The churchyard at Kilmun Parish Church contains a number of interesting memorials, including later medieval tapered slabs and several high quality post-medieval headstones (mainly from the 17th and 18th century) as well as table-tombs carved with trade tools and the Douglas Mausoleum (see below).

The graveyard was extended twice, at first to the north and later to the west, taking up some of the grounds of Old Kilmun House. The churchyard walls are likely to date from 1818 to 1819, when the graveyard was laid out in its present form.

As part of the programme of community events organised by the Argyll Mausoleum Ltd, several areas of the graveyard have now been surveyed and the inscriptions been recorded. Photos have been taken of most of the gravestones.

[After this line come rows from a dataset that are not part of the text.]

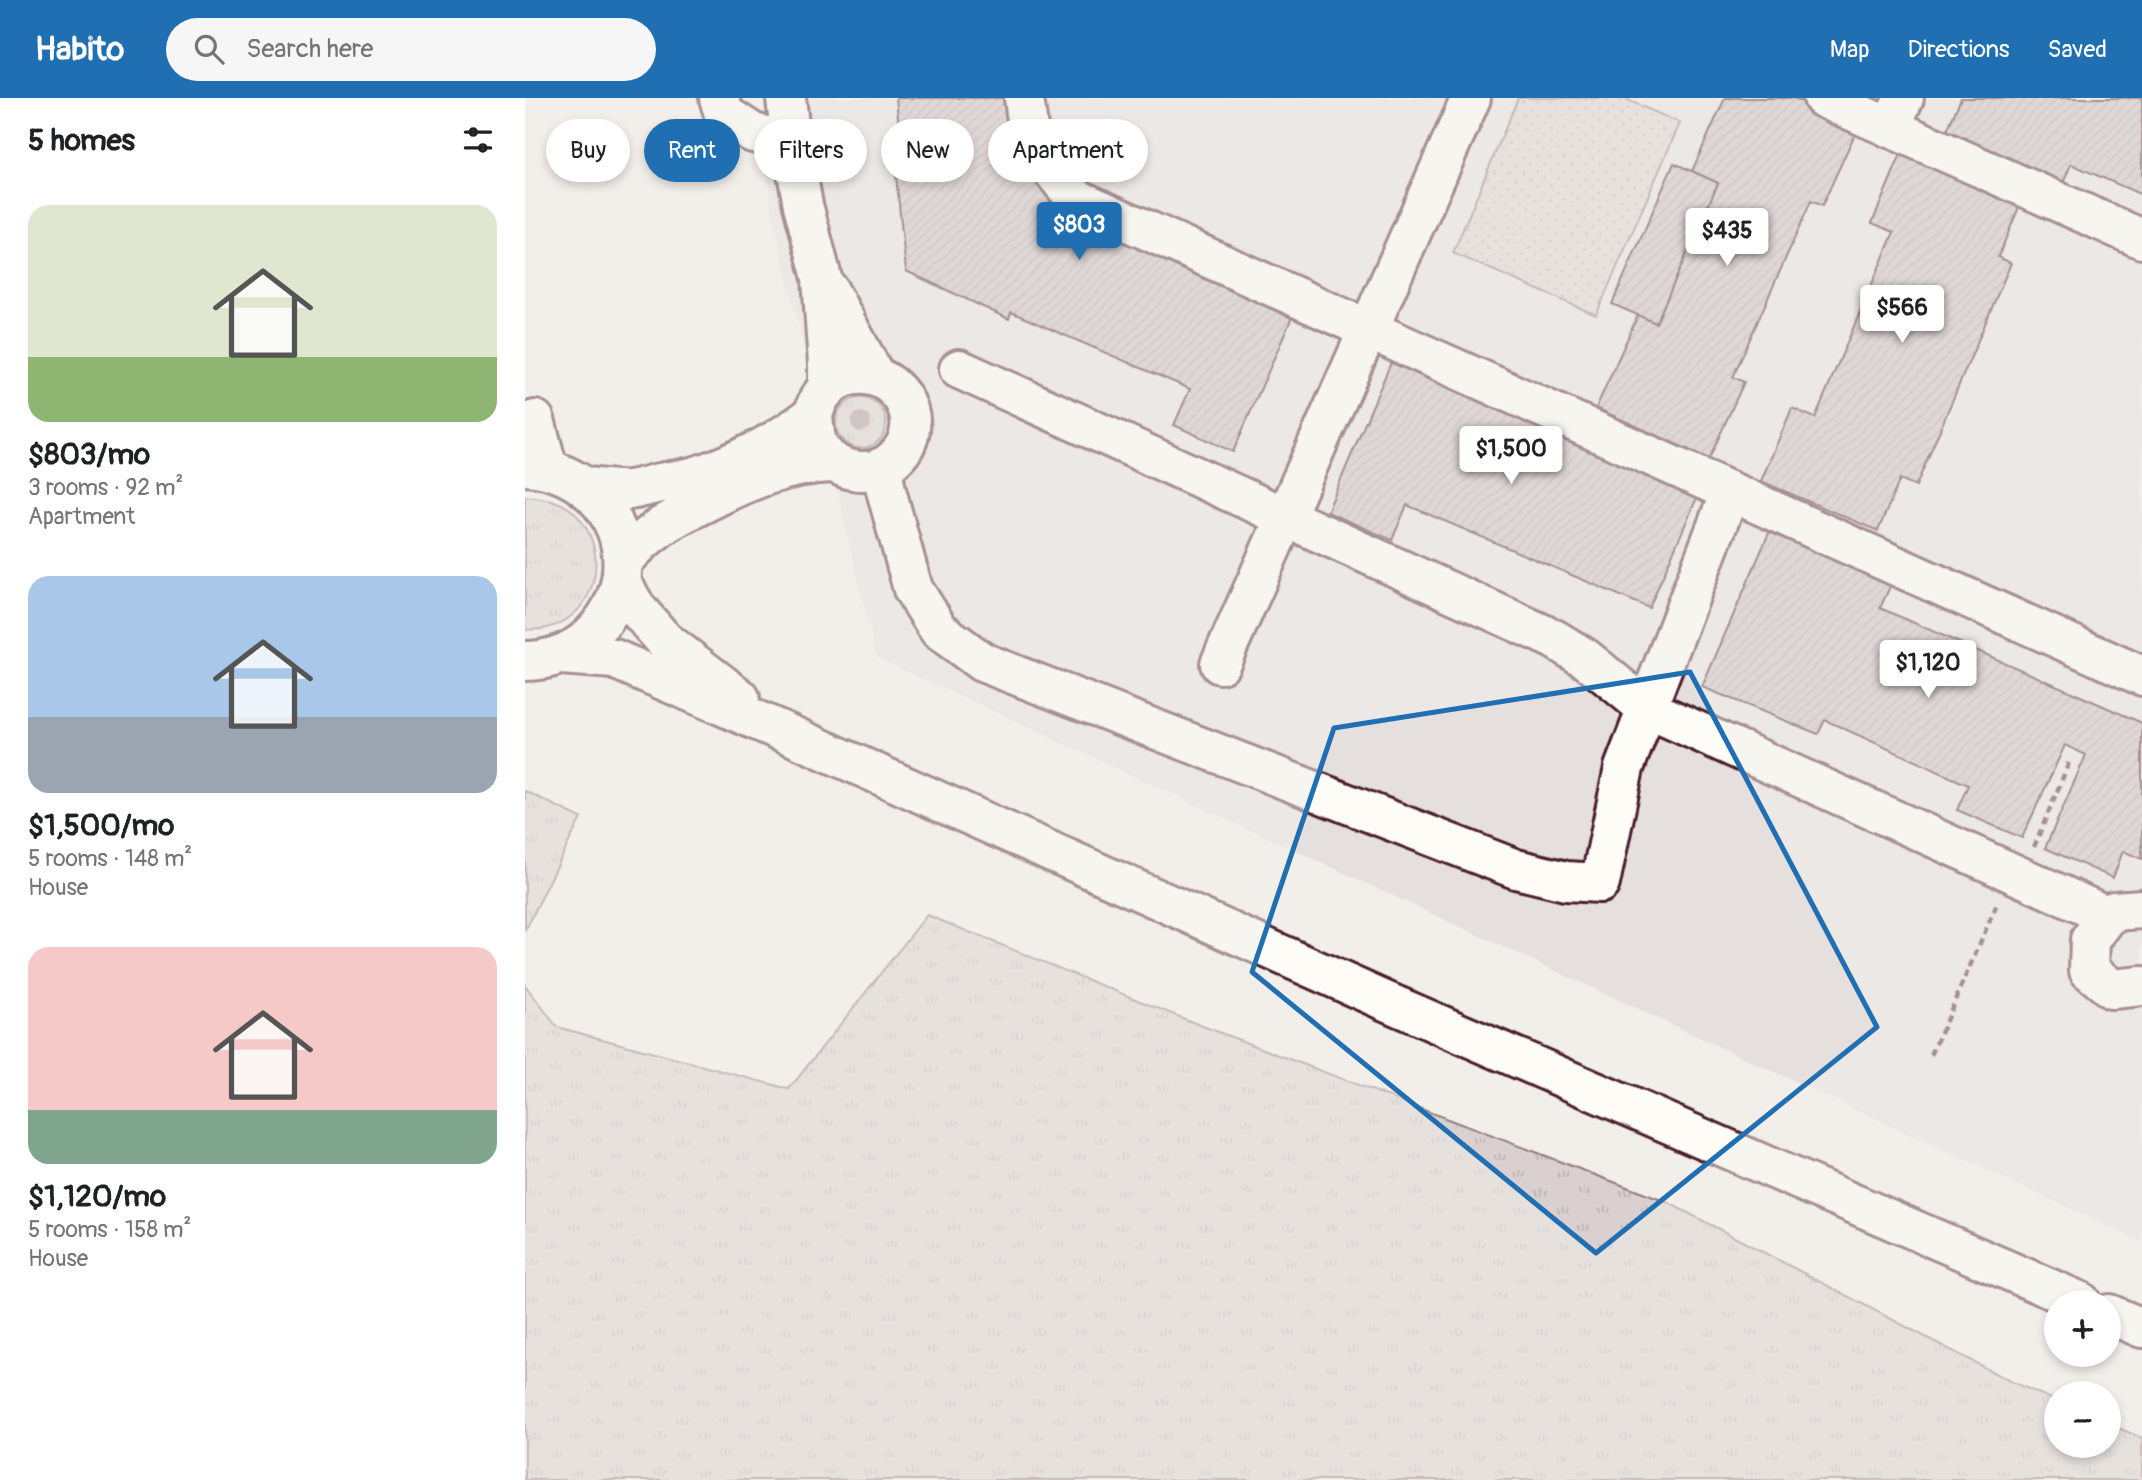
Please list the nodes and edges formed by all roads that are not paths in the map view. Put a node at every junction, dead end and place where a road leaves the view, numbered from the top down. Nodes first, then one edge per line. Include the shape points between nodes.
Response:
1 (719, 98) edge
2 (1024, 98) edge
3 (1471, 98) edge
4 (1823, 98) edge
5 (1897, 113) edge
6 (788, 116) edge
7 (2142, 239) edge
8 (822, 278) junction
9 (1369, 330) junction
10 (959, 369) dead end
11 (875, 376) junction
12 (820, 401) junction
13 (535, 420) dead end
14 (834, 463) junction
15 (882, 467) junction
16 (537, 468) edge
17 (586, 487) junction
18 (1730, 492) junction
19 (1285, 518) junction
20 (622, 571) junction
21 (543, 658) edge
22 (1220, 664) dead end
23 (2142, 676) edge
24 (1646, 708) junction
25 (786, 733) junction
26 (2125, 913) edge
27 (2142, 986) edge
28 (2053, 1290) edge
29 (2121, 1319) edge
30 (2142, 1328) edge

1 - 6 main road via 725,114 753,133 771,137
2 - 9 main road via 1030,143 1075,198
3 - 9 main road
4 - 5 main road
5 - 7 main road
6 - 8 main road via 803,205
8 - 11 main road
8 - 12 main road via 828,364
9 - 18 main road
9 - 19 main road
10 - 19 main road
11 - 12 main road via 842,378
11 - 15 main road via 891,383 902,396 911,428 896,458
12 - 14 main road via 814,433 821,450
12 - 17 main road via 782,436 700,475 629,490
13 - 16 main road
14 - 15 main road via 850,470
14 - 20 main road via 781,470 677,516 649,535
15 - 24 main road via 913,589 939,630 982,662 1516,869 1566,881 1600,883 1624,768
16 - 17 main road via 568,476
17 - 20 main road via 613,520
18 - 23 main road
18 - 24 main road
19 - 22 main road
19 - 24 main road via 1554,639
20 - 21 main road via 614,605 600,626 582,643
20 - 25 main road via 637,609 665,641
21 - 25 main road via 614,659
24 - 26 main road
25 - 28 main road via 1383,1000
26 - 27 main road via 2090,940 2089,970 2112,989
29 - 30 main road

Old Kilmun House stands just beyond the northwestern edge of the cemetery, part of which is built on some of the house's gardens.

===Notable burials===
The graveyard is said to be the burial place of St Munn, who is also the patron saint of Clan Campbell.

In the north-west of the church is the mausoleum of Sir John Douglas. The octagonal structure was built in 1888 from red sandstone and features rock-cut ashlar walls, a studded timber door with a carved armorial panel above it and a stone-slabbed roof. The mausoleum contains the remains of General Sir John Douglas of Glenfinart (1817–1888), a military commander during the Indian Mutiny.

John Campbell, 9th Duke of Argyll, former Governor General of Canada and husband of Princess Louise is buried at the Argyll Mausoleum.

To the north of the church is the final resting place of Elizabeth Blackwell, the first qualified female physician in the United States.